Советский Союз представляли как место, в котором стерто различие между частным и публичным и которое движется в сторону концептуальной схемы (неестественной) гендерной неразличимости. Любопытно, что, хотя некоторые аспекты западного дискурса оставались верны разделению сфер (пространственно разным сферам деятельности мужчин и женщин), наблюдалось некоторое стирание четкого различия между публичным и частным, особенно в области религии и секса.
Сразу же после войны возникли две разные темы: одна — важность христианства как общей почвы для западных (секулярных) держав, вторая — различие в обращении с женщинами на Западе и в Советском Союзе. Между двумя темами было связующее звено: они вращались вокруг понятия свободы выбора, будь то выбор индивидуальных религиозных верований (или атеизма) и практик или возможность выбирать из широкого ассортимента потребительских товаров, когда американские женщины делали выбор в пользу заботы о муже и детях.

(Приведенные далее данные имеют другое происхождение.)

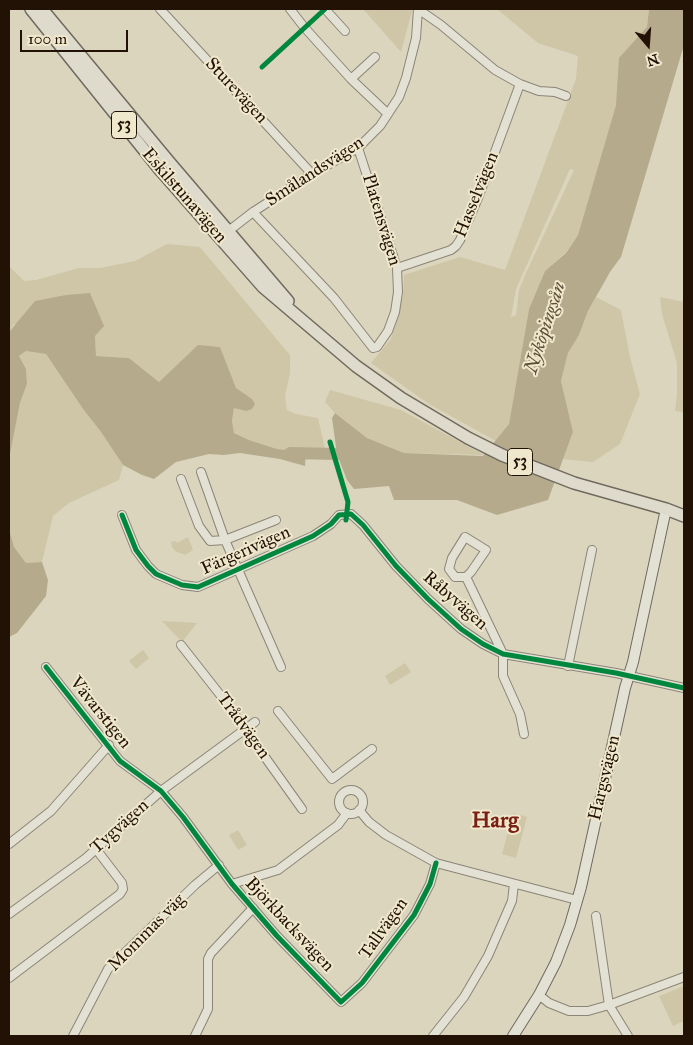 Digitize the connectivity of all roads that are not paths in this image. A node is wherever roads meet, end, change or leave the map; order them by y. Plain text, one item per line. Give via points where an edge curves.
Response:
1 (30, 9) edge
2 (42, 9) edge
3 (160, 9) edge
4 (290, 9) edge
5 (325, 9) edge
6 (418, 9) edge
7 (345, 31) dead end
8 (375, 57) dead end
9 (351, 79) junction
10 (520, 84) junction
11 (566, 96) dead end
12 (388, 114) junction
13 (358, 148) junction
14 (312, 174) junction
15 (254, 212) junction
16 (225, 235) junction
17 (397, 268) junction
18 (201, 472) dead end
19 (181, 479) dead end
20 (666, 509) junction
21 (684, 510) edge
22 (351, 514) joint
23 (122, 515) dead end
24 (684, 516) edge
25 (276, 520) dead end
26 (225, 540) junction
27 (592, 550) dead end
28 (239, 569) junction
29 (466, 577) junction
30 (181, 645) dead end
31 (503, 654) junction
32 (568, 666) junction
33 (46, 667) dead end
34 (281, 667) dead end
35 (629, 676) junction
36 (684, 688) edge
37 (278, 711) dead end
38 (255, 722) dead end
39 (245, 729) junction
40 (524, 734) dead end
41 (108, 745) junction
42 (372, 749) dead end
43 (332, 779) junction
44 (161, 791) junction
45 (343, 793) junction
46 (302, 809) dead end
47 (360, 810) junction
48 (347, 813) junction
49 (9, 844) edge
50 (96, 849) junction
51 (436, 863) junction
52 (219, 865) junction
53 (232, 884) junction
54 (514, 884) junction
55 (577, 900) junction
56 (252, 908) junction
57 (9, 914) edge
58 (596, 916) dead end
59 (684, 977) edge
60 (9, 978) edge
61 (539, 995) junction
62 (341, 1002) joint
63 (609, 1005) junction
64 (73, 1036) edge
65 (194, 1036) edge
66 (433, 1036) edge
67 (512, 1036) edge
68 (628, 1036) edge

1 - 16 main road, Eskilstunavägen / 53 via 161,171
2 - 16 main road, Eskilstunavägen / 53
3 - 14 street, Sturevägen
4 - 9 street
5 - 7 street
6 - 10 street via 494,70
6 - 12 street, Smålandsvägen via 412,58 399,98
8 - 9 street
9 - 12 street
10 - 11 street
10 - 17 street, Hasselvägen via 478,198 456,246
12 - 13 street, Smålandsvägen
13 - 14 street, Smålandsvägen
13 - 17 street, Platensvägen
14 - 15 street, Smålandsvägen
15 - 16 street, Smålandsvägen
15 - 17 street, Platensvägen via 334,298 373,348 388,331 395,312
16 - 20 main road, Eskilstunavägen / 53 via 263,286 356,366 394,393 502,455 574,484
18 - 26 street
19 - 26 street via 199,526 210,540
20 - 21 main road, Eskilstunavägen / 53
20 - 24 main road, Eskilstunavägen / 53
20 - 35 street, Hargsvägen
22 - 28 street, Färgerivägen via 339,515 313,536
22 - 31 street, Råbyvägen via 396,566 461,630
23 - 28 street, Färgerivägen via 136,550 156,574 182,585 198,587
25 - 26 street
26 - 28 street
27 - 32 street
28 - 34 street
29 - 29 street via 486,550 465,537 452,558 449,570 455,577
29 - 31 street
30 - 39 street, Trådvägen
31 - 32 street, Råbyvägen
31 - 40 street via 503,676 520,714
32 - 35 street, Råbyvägen
33 - 41 street, Vävarstigen
35 - 36 street, Råbyvägen
35 - 55 street, Hargsvägen
37 - 43 street
38 - 39 street, Tygvägen
39 - 44 street, Tygvägen
39 - 46 street, Trådvägen
41 - 44 street, Vävarstigen via 120,761
41 - 49 street via 51,811
42 - 43 street
43 - 45 street
44 - 50 street, Tygvägen
44 - 52 street, Vävarstigen
45 - 47 street via 350,790 358,792 363,799
45 - 48 street via 340,806
47 - 48 street via 354,814
47 - 51 street via 386,835
48 - 53 street via 338,825 278,870
50 - 57 street, Tygvägen
50 - 60 street via 122,883 120,894
51 - 54 street
51 - 62 street, Tallvägen via 430,884 414,914 362,983
52 - 53 street, Björkbacksvägen
52 - 64 street, Mommas väg via 108,969
53 - 56 street, Björkbacksvägen
54 - 55 street
54 - 66 street via 512,901 488,956 464,997
55 - 61 street, Hargsvägen via 556,962
56 - 62 street, Björkbacksvägen
56 - 65 street via 208,959 208,1009
58 - 63 street
59 - 63 street
61 - 63 street via 569,1012
61 - 67 street, Hargsvägen
63 - 68 street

Отныне говорили уже не о равенстве, а о свободе; либеральное понятие выбора — в семье, на рынке и в политике — предлагалось в качестве ответа на то, что советское государство якобы лишало граждан права на индивидуальное самоопределение.

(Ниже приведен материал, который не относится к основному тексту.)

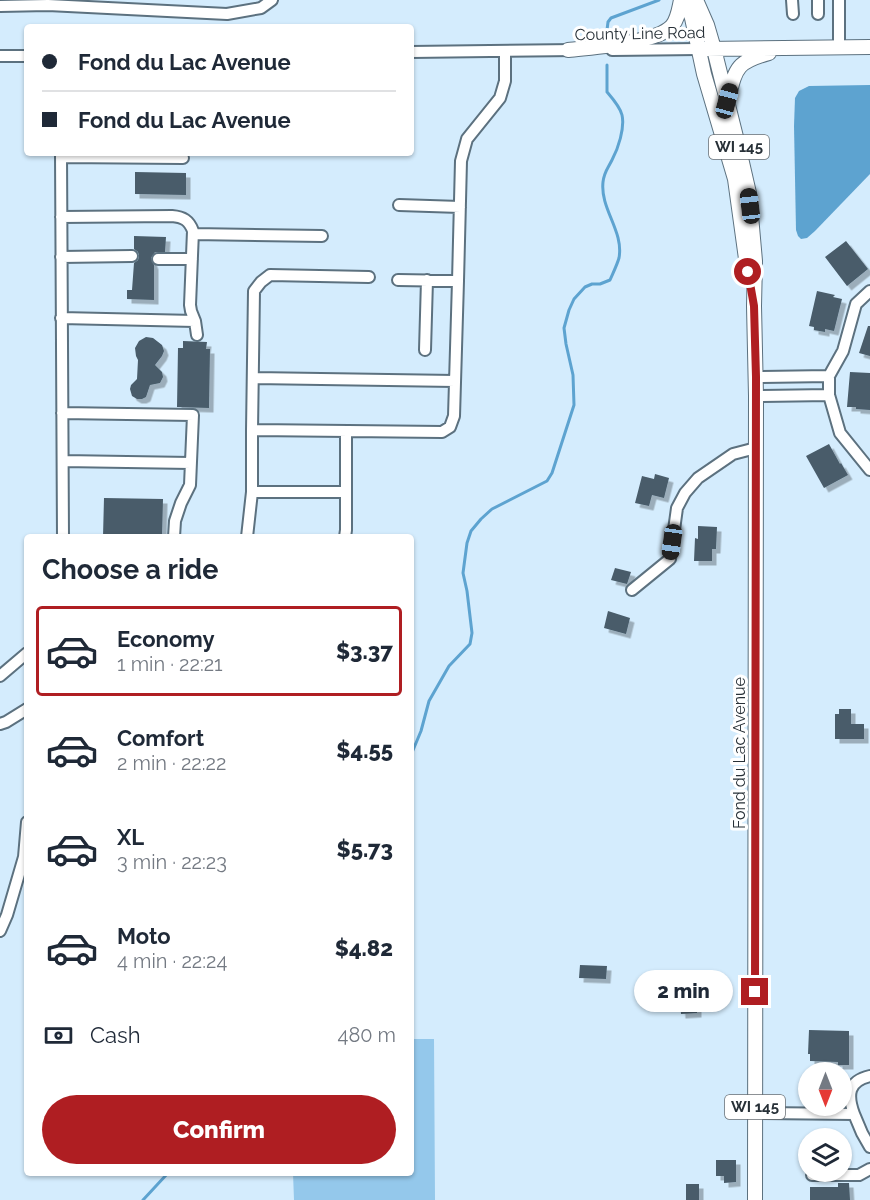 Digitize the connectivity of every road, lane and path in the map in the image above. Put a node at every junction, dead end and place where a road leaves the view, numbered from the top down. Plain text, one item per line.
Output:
1 (272, 0) edge
2 (683, 0) edge
3 (696, 0) edge
4 (792, 0) edge
5 (818, 0) edge
6 (839, 0) edge
7 (0, 6) edge
8 (793, 14) dead end
9 (818, 14) dead end
10 (839, 47) junction
11 (870, 47) edge
12 (789, 48) junction
13 (698, 49) junction
14 (714, 49) junction
15 (568, 50) junction
16 (505, 51) junction
17 (414, 52) edge
18 (0, 56) edge
19 (24, 56) edge
20 (727, 101) junction
21 (61, 156) edge
22 (102, 156) edge
23 (183, 158) dead end
24 (399, 205) dead end
25 (460, 207) junction
26 (61, 217) junction
27 (193, 234) junction
28 (322, 236) dead end
29 (132, 256) dead end
30 (61, 257) junction
31 (158, 259) dead end
32 (192, 259) junction
33 (369, 277) dead end
34 (398, 280) dead end
35 (427, 280) junction
36 (458, 281) junction
37 (870, 291) edge
38 (754, 306) junction
39 (61, 318) junction
40 (195, 321) junction
41 (197, 335) dead end
42 (425, 350) dead end
43 (829, 376) junction
44 (756, 377) junction
45 (253, 378) junction
46 (455, 381) junction
47 (829, 395) junction
48 (756, 396) junction
49 (62, 413) junction
50 (252, 430) junction
51 (346, 431) junction
52 (756, 448) junction
53 (63, 461) junction
54 (190, 463) junction
55 (870, 470) edge
56 (252, 492) junction
57 (346, 492) junction
58 (63, 534) edge
59 (174, 534) edge
60 (247, 534) edge
61 (345, 534) edge
62 (632, 590) dead end
63 (24, 656) edge
64 (0, 676) edge
65 (24, 710) edge
66 (0, 724) edge
67 (24, 857) edge
68 (0, 931) edge
69 (870, 1076) edge
70 (755, 1113) junction
71 (854, 1113) junction
72 (870, 1147) edge
73 (870, 1169) edge
74 (852, 1174) edge
75 (755, 1200) edge

1 - 7 street
2 - 13 main road, Fond du Lac Avenue / WI 145
2 - 15 main road
3 - 14 main road, Fond du Lac Avenue / WI 145
4 - 8 street
5 - 9 street
6 - 10 street
10 - 11 main road, County Line Road
10 - 12 main road, County Line Road
12 - 14 main road, County Line Road
12 - 20 main road
13 - 14 main road, County Line Road
13 - 15 street, County Line Road
13 - 38 main road, Fond du Lac Avenue / WI 145
14 - 20 main road, Fond du Lac Avenue / WI 145
15 - 16 street, County Line Road
16 - 17 street, County Line Road
16 - 25 street
18 - 19 street
20 - 38 main road, Fond du Lac Avenue / WI 145
21 - 26 street
22 - 23 street
24 - 25 street
25 - 36 street
26 - 27 street
26 - 30 street
27 - 28 street
27 - 32 street
29 - 30 street
30 - 39 street
31 - 32 street
32 - 40 street
33 - 45 street
34 - 35 street
35 - 36 street
35 - 42 street
36 - 46 street
37 - 43 street
38 - 44 main road, Fond du Lac Avenue / WI 145
39 - 40 street
39 - 49 street
40 - 41 street
43 - 44 street
43 - 47 street
44 - 48 main road, Fond du Lac Avenue / WI 145
45 - 46 street
45 - 50 street
46 - 51 street
47 - 48 street
47 - 55 street
48 - 52 main road, Fond du Lac Avenue / WI 145
49 - 53 street
49 - 54 street
50 - 51 street
50 - 56 street
51 - 57 street
52 - 62 street
52 - 70 main road, Fond du Lac Avenue / WI 145
53 - 54 street
53 - 58 street
54 - 59 street
56 - 57 street
56 - 60 street
57 - 61 street
63 - 64 street
65 - 66 street
67 - 68 street
69 - 71 street
70 - 71 street
70 - 75 main road, Fond du Lac Avenue / WI 145
71 - 72 street
73 - 74 street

Со стороны Запада либеральная демократия была представлена как синоним индивидуального выбора; принудительная система советского авторитаризма давала негативный контраст. Выступавшие от лица Запада выдавали свободу выбора и объекты этого выбора за универсальную ценность: если всех людей предоставить самим себе, полагали они, люди будут осуществлять свою свободу одинаково. Но как показывает анализ либерализма у Фуко, свобода и ее объекты производятся в особых обстоятельствах:
Не нужно думать, будто свобода — это универсалия, которая поступательно реализуется во времени или подвергается количественным изменениям, более или менее значительным сокращениям или периодам упадка. Это не универсалия, индивидуализирующаяся в зависимости от времени и географии […] Свобода никогда не есть что-либо иное — но это уже много, — как актуальное отношение между управляющими и управляемыми [333].